ObjectiveTo analyze the clinical pathological features of mushroom shaped uveal melanoma.MethodsRetrospective clinical study. From June 2001 to Aprilh 2013, pathological sections from 102 eyes of 102 patients with uveal melanoma diagnosed in Beijing Tongren Eye Center were included in the study. The sections were divided into group A (mushroom shaped uveal melanoma, 30 eyes) and group B (flat, hemisperical and spherical uveal melanoma, 72 eyes). The height-to-base ratio was calculated. The tumors size was divided into small, medium and large according to the standards of American Multicentre Study of Ocular Melanoma. The tumor cell type was divided into spindle, epithelioid, mixed and others by Improved Callender taxonomy. Motic Med 6.0 software was used to collect and measure the images. The retinal thinning rate of group A and B was compared by χ2 test.ResultsIn group A, large size in 19 eyes (63.3%), medium size in 11 eyes (36.7%). In group B, large size in 49 eyes (68.1%), medium size in 16 eyes (22.%), small size in 7 eyes (9.7%). In group A and B, the average tumor base diameter were 14.2±5.1 mm and 18.7±6.4 mm, respectively; the average tumor height were 10.0±2.1 mm and 7.6±3.9, respectively; the height-to-base ratio were 0.77±0.29 and 0.44±0.28, respectively.
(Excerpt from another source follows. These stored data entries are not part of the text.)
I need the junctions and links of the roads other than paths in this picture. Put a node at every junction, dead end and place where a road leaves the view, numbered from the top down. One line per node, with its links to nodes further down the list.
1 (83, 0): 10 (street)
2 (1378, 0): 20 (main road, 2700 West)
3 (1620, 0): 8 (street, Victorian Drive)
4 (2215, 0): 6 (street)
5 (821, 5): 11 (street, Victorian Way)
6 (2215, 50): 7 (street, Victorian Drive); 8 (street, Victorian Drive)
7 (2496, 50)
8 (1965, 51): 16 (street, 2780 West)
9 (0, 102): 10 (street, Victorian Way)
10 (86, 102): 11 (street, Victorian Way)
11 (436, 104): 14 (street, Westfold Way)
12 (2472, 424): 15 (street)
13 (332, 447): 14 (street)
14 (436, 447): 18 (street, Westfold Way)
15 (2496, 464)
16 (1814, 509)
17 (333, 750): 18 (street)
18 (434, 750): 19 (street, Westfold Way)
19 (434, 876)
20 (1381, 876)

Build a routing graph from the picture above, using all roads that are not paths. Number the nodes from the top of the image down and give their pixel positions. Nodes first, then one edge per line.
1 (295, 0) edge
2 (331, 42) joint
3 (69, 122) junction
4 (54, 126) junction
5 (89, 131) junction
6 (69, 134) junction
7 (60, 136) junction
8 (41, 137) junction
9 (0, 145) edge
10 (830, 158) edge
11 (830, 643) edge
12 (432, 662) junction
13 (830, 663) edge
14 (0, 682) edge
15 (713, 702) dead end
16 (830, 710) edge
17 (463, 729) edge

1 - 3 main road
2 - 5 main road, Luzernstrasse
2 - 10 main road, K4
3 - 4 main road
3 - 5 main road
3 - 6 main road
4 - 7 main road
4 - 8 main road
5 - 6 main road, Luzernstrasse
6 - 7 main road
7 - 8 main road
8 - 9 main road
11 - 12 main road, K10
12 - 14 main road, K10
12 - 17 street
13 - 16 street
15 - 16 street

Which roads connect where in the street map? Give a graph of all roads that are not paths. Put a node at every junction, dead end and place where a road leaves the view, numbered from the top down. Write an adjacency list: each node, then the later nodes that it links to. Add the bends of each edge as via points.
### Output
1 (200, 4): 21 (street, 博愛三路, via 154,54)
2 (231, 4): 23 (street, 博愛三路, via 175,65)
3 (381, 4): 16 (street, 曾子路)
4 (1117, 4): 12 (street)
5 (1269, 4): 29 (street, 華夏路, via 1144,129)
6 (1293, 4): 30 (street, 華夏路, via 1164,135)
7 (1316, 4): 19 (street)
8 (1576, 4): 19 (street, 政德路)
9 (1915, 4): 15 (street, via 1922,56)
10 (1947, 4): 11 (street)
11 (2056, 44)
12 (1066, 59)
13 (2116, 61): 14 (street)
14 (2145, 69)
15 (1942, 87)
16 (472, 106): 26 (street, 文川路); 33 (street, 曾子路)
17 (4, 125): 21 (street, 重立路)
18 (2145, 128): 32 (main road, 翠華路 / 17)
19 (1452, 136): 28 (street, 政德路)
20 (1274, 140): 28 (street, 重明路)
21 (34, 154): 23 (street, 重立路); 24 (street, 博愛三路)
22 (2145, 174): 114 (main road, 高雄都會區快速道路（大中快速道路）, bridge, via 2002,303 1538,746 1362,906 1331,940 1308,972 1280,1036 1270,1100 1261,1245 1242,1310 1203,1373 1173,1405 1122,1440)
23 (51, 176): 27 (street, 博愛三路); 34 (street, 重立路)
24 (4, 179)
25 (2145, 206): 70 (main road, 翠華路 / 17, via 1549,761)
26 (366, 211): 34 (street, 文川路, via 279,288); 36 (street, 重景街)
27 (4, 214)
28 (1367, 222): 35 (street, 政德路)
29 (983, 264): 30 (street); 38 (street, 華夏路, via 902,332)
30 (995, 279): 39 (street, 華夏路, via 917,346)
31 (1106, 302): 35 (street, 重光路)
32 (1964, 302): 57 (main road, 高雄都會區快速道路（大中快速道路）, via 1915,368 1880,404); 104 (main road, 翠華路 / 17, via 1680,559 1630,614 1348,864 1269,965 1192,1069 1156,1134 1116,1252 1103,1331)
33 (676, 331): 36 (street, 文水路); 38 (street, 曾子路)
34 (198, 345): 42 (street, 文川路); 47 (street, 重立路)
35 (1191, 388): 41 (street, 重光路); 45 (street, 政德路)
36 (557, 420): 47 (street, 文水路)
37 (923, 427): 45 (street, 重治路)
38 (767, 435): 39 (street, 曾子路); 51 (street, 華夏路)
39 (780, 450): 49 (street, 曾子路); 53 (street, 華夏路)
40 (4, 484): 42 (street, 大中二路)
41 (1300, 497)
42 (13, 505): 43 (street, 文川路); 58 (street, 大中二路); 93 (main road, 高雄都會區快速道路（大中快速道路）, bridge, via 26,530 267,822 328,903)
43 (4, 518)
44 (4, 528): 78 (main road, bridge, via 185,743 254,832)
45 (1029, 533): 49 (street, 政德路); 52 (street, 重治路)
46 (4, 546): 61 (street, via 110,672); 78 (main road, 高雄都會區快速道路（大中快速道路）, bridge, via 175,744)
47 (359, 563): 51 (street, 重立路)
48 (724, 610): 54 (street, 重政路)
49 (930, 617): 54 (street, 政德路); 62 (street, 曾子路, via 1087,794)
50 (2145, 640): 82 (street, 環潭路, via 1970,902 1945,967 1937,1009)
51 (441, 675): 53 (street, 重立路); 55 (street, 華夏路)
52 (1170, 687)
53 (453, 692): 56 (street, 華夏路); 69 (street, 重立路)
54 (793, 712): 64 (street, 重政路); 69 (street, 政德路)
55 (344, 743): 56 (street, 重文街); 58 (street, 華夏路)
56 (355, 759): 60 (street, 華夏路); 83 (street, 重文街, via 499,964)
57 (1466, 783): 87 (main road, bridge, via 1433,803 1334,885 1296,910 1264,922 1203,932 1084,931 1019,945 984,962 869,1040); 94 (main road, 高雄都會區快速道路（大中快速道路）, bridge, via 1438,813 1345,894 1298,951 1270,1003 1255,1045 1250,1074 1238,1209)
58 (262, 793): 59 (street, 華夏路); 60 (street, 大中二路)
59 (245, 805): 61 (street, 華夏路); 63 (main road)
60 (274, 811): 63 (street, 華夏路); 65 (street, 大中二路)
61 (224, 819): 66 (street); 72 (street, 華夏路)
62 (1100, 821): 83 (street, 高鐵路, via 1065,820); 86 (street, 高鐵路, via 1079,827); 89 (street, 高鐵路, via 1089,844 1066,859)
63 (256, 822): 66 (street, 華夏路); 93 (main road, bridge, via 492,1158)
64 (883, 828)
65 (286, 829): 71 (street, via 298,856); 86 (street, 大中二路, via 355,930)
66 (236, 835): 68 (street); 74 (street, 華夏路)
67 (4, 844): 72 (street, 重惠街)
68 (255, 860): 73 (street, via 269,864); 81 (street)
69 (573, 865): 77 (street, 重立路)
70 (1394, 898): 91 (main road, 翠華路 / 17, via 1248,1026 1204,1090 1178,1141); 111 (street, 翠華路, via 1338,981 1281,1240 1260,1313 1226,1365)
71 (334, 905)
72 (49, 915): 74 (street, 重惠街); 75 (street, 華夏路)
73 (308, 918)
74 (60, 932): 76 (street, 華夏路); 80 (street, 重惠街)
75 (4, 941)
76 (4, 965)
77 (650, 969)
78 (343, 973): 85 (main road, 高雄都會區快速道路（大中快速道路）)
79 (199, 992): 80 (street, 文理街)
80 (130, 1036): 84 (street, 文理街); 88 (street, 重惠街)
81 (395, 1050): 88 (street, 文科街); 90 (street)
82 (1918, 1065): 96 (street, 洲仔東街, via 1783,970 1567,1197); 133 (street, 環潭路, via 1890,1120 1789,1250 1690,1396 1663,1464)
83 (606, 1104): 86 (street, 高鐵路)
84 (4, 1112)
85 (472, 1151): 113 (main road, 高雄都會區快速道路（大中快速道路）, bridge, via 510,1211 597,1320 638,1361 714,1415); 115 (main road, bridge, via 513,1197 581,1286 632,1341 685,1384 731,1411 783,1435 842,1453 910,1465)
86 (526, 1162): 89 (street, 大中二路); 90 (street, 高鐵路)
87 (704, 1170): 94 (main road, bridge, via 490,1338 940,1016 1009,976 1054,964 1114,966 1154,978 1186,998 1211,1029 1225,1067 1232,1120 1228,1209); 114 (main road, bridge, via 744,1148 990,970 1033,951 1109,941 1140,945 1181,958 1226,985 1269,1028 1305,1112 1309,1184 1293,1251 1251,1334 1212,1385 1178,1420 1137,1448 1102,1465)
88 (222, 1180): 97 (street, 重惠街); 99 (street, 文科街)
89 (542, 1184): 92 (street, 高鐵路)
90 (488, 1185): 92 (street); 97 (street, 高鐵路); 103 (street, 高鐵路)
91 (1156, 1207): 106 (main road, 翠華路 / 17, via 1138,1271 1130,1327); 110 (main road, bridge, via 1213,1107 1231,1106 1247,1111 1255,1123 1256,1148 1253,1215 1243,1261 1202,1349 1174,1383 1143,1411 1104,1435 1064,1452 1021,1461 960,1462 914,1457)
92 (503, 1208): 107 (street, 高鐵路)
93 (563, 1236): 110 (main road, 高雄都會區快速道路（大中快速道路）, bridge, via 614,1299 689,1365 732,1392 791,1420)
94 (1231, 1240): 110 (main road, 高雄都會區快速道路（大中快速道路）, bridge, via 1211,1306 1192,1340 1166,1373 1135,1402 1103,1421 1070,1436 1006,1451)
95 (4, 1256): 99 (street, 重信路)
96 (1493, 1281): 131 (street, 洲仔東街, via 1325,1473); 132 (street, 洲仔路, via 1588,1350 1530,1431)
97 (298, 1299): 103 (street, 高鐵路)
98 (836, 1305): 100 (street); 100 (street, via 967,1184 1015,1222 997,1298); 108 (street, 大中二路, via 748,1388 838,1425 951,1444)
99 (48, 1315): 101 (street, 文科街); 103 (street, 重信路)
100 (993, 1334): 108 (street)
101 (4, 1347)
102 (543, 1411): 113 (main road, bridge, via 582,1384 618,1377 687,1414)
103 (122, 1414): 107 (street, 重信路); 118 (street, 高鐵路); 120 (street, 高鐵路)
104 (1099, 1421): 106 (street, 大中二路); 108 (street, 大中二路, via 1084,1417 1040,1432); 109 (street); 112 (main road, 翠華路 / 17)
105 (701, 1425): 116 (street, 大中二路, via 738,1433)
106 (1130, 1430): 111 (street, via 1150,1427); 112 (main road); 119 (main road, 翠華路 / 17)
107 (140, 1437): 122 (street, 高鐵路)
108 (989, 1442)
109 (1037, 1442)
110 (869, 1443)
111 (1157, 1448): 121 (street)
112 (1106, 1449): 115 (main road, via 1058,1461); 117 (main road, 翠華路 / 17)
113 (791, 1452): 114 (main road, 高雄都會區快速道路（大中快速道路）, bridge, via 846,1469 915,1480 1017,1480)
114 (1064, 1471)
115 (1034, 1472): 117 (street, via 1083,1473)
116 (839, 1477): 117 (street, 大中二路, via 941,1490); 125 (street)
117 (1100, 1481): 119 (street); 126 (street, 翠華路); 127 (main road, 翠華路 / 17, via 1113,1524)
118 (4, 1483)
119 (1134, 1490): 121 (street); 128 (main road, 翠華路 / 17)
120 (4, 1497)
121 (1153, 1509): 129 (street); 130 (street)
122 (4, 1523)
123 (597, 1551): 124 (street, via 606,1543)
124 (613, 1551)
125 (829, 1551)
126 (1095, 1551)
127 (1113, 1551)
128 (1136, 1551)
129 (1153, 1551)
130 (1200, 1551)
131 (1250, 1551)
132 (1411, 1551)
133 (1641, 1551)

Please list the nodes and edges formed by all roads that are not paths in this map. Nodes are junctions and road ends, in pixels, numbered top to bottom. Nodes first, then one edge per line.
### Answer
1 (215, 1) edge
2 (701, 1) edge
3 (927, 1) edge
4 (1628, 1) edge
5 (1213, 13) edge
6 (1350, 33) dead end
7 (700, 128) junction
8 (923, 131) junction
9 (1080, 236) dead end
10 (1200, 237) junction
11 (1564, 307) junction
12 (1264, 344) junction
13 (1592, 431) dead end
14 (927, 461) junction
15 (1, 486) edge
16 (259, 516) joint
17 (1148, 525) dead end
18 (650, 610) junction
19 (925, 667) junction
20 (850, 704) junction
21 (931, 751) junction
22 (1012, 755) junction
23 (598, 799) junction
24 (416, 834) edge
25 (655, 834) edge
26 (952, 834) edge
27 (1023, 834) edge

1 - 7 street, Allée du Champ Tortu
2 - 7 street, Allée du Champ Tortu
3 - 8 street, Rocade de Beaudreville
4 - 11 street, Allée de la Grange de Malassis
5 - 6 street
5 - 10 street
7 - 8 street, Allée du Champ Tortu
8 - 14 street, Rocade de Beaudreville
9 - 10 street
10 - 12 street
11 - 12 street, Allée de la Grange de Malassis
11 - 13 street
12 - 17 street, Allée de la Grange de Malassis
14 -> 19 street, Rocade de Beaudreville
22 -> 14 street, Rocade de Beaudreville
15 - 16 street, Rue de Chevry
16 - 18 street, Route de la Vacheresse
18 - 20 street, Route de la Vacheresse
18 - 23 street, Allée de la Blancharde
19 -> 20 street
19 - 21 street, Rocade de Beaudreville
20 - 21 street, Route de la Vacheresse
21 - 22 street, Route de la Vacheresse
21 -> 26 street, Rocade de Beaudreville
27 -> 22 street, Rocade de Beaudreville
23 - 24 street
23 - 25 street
In group A, spindle type in 24 eyes (80.0%), epithelioid type in 1 eye (3.3%), mixed type in 5 eyes (16.7%). In group B, spindle type in 52 eyes (72.2%), epithelioid type in 5 eyes (6.9%), mixed type in 11 eyes (15.3%), and others in 4 eyes (5.6%). The proportion of retinal thinning were 73.3% (22 eyes) and 29.2% (21 eyes) in group A and B, respectively. The difference in the proportion of retinal thinning between group A and B was significant (χ2=16.94, P=0.000).ConclusionThe height of the tumor increased rapidly and the retinal thinning rate is high in mushroom shaped uveal melanoma.